Néanmoins, l’introduction de cette technique fait souvent face à des obstacles, que cite le chirurgien algérien. Il y a d’abord son coût mais cet inconvénient reste toutefois relatif car les avantages qu’elle offre amortissent considérablement son prix.
« Les systèmes robotiques nécessitent du temps et du personnel formé et expérimenté ».
L’autre obstacle, c’est la « résistance au changement culturel ». « Les nouveaux programmes de chirurgie robotique s’accompagnent de nouvelles techniques, de nouveaux processus et de nouvelles façons de faire les choses. Dans certains hôpitaux, il peut se révéler difficile de présenter des arguments convaincants en faveur du changement », explique-t-il.
Pour la réussite de la chirurgie robotique en Algérie, Le Dr Khelifa Ait Saïd propose « l’institution d’un forfait de remboursement spécial pour la chirurgie robotique, la formation de chirurgiens compétents pour piloter ces robots, la création de la société algérienne de chirurgie robotique et l’accompagnement des premières procédures ».
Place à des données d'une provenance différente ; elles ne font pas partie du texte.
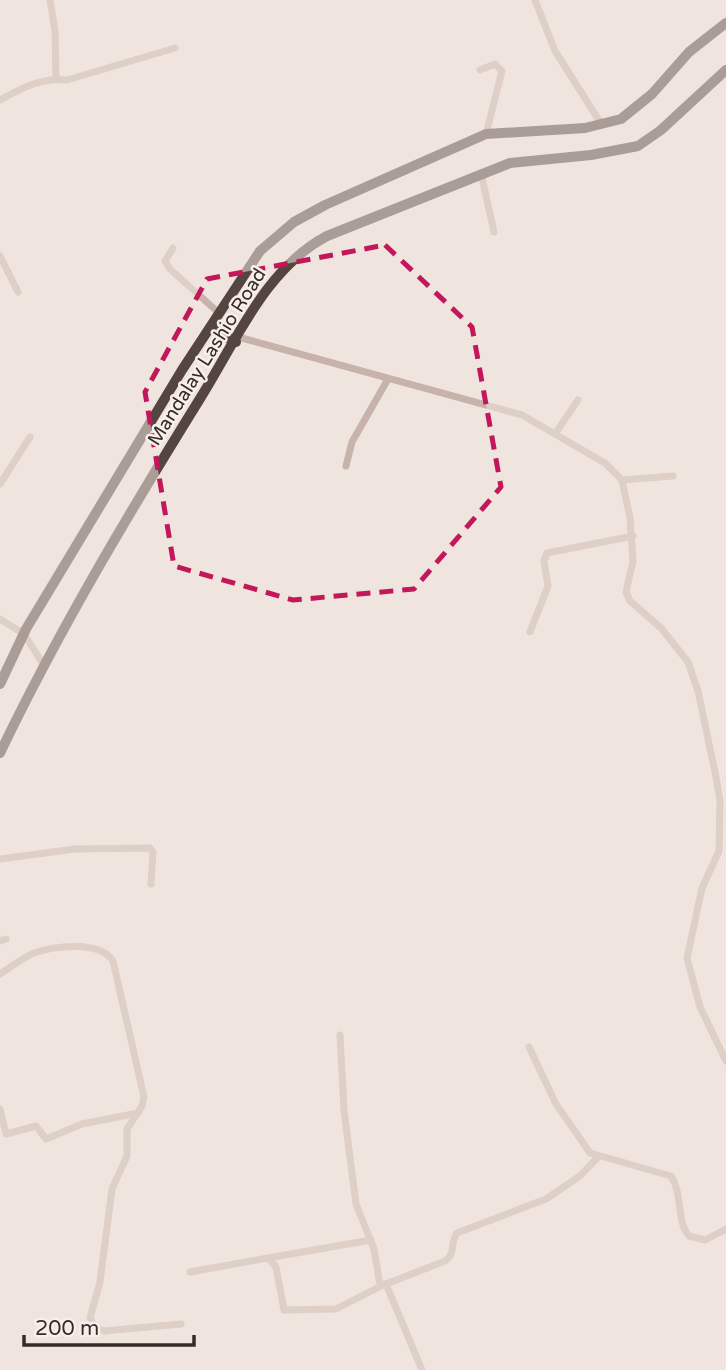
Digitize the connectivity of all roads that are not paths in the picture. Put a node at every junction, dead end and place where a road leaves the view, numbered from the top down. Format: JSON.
{"nodes":[{"id":1,"x":50,"y":0,"type":"edge"},
{"id":2,"x":535,"y":0,"type":"edge"},
{"id":3,"x":726,"y":23,"type":"edge"},
{"id":4,"x":175,"y":48,"type":"dead end"},
{"id":5,"x":480,"y":70,"type":"dead end"},
{"id":6,"x":726,"y":70,"type":"edge"},
{"id":7,"x":56,"y":78,"type":"junction"},
{"id":8,"x":0,"y":100,"type":"edge"},
{"id":9,"x":601,"y":125,"type":"junction"},
{"id":10,"x":486,"y":134,"type":"junction"},
{"id":11,"x":481,"y":173,"type":"junction"},
{"id":12,"x":494,"y":232,"type":"dead end"},
{"id":13,"x":173,"y":248,"type":"dead end"},
{"id":14,"x":0,"y":256,"type":"edge"},
{"id":15,"x":18,"y":292,"type":"dead end"},
{"id":16,"x":221,"y":315,"type":"junction"},
{"id":17,"x":212,"y":329,"type":"junction"},
{"id":18,"x":237,"y":340,"type":"junction"},
{"id":19,"x":388,"y":379,"type":"junction"},
{"id":20,"x":578,"y":400,"type":"dead end"},
{"id":21,"x":555,"y":433,"type":"junction"},
{"id":22,"x":30,"y":437,"type":"dead end"},
{"id":23,"x":346,"y":466,"type":"dead end"},
{"id":24,"x":673,"y":476,"type":"dead end"},
{"id":25,"x":622,"y":480,"type":"junction"},
{"id":26,"x":0,"y":484,"type":"edge"},
{"id":27,"x":633,"y":536,"type":"junction"},
{"id":28,"x":0,"y":619,"type":"edge"},
{"id":29,"x":530,"y":632,"type":"dead end"},
{"id":30,"x":24,"y":634,"type":"junction"},
{"id":31,"x":43,"y":664,"type":"junction"},
{"id":32,"x":0,"y":684,"type":"edge"},
{"id":33,"x":0,"y":753,"type":"edge"},
{"id":34,"x":0,"y":859,"type":"edge"},
{"id":35,"x":151,"y":884,"type":"dead end"},
{"id":36,"x":0,"y":974,"type":"edge"},
{"id":37,"x":340,"y":1035,"type":"dead end"},
{"id":38,"x":529,"y":1046,"type":"dead end"},
{"id":39,"x":726,"y":1061,"type":"edge"},
{"id":40,"x":0,"y":1109,"type":"edge"},
{"id":41,"x":138,"y":1113,"type":"junction"},
{"id":42,"x":598,"y":1157,"type":"junction"},
{"id":43,"x":726,"y":1229,"type":"edge"},
{"id":44,"x":371,"y":1240,"type":"junction"},
{"id":45,"x":268,"y":1258,"type":"junction"},
{"id":46,"x":190,"y":1272,"type":"dead end"},
{"id":47,"x":383,"y":1285,"type":"junction"},
{"id":48,"x":181,"y":1324,"type":"dead end"},
{"id":49,"x":422,"y":1370,"type":"edge"}],
"edges":[{"from":1,"to":7,"type":"street"},
{"from":2,"to":9,"type":"street"},
{"from":3,"to":9,"type":"highway","name":"Mandalay Lashio Road"},
{"from":4,"to":7,"type":"street"},
{"from":5,"to":10,"type":"street"},
{"from":6,"to":11,"type":"highway","name":"Mandalay Lashio Road"},
{"from":7,"to":8,"type":"street"},
{"from":9,"to":10,"type":"highway","name":"Mandalay Lashio Road"},
{"from":10,"to":16,"type":"highway","name":"Mandalay Lashio Road"},
{"from":11,"to":12,"type":"street"},
{"from":11,"to":18,"type":"highway","name":"Mandalay Lashio Road"},
{"from":13,"to":16,"type":"street"},
{"from":14,"to":15,"type":"street"},
{"from":16,"to":17,"type":"highway","name":"Mandalay Lashio Road"},
{"from":17,"to":18,"type":"highway"},
{"from":17,"to":30,"type":"highway","name":"Mandalay Lashio Road"},
{"from":18,"to":19,"type":"street"},
{"from":18,"to":31,"type":"highway","name":"Mandalay Lashio Road"},
{"from":19,"to":21,"type":"street"},
{"from":19,"to":23,"type":"street"},
{"from":20,"to":21,"type":"street"},
{"from":21,"to":25,"type":"street"},
{"from":22,"to":26,"type":"street"},
{"from":24,"to":25,"type":"street"},
{"from":25,"to":27,"type":"street"},
{"from":27,"to":29,"type":"street"},
{"from":27,"to":39,"type":"street"},
{"from":28,"to":30,"type":"street"},
{"from":30,"to":31,"type":"street"},
{"from":30,"to":32,"type":"highway","name":"Mandalay Lashio Road"},
{"from":31,"to":33,"type":"highway","name":"Mandalay Lashio Road"},
{"from":34,"to":35,"type":"street"},
{"from":36,"to":41,"type":"street"},
{"from":37,"to":44,"type":"street"},
{"from":38,"to":42,"type":"street"},
{"from":40,"to":41,"type":"street"},
{"from":41,"to":48,"type":"street"},
{"from":42,"to":43,"type":"street"},
{"from":42,"to":47,"type":"street"},
{"from":44,"to":45,"type":"street"},
{"from":44,"to":47,"type":"street"},
{"from":45,"to":46,"type":"street"},
{"from":45,"to":47,"type":"street"},
{"from":47,"to":49,"type":"street"}]}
« Je propose la création d’une Académie de formation de chirurgie moderne pour former les chirurgiens algériens notamment les urologues, les gynécologues les chirurgiens digestifs, les chirurgiens thoraciques, les ORl, et les chirurgiens cardiaques. Cette Académie est indispensable pour le succès de l’introduction de la robotique dans la chirurgie en Algérie », explique à TSA le Dr Aït Saïd. « Je suis prêt à former en Algérie et transmettre mon savoir-faire aux chirurgiens algériens », affirme-t-il.
Le spécialiste préconise également le transfert de la technologie, l’installation progressive des robots en choisissant les plus fiables, de choisir des centres de référence avec une expérience en coelioscopie et de donner la préférence à la formation progressive des équipes au lieu de la formation de masse.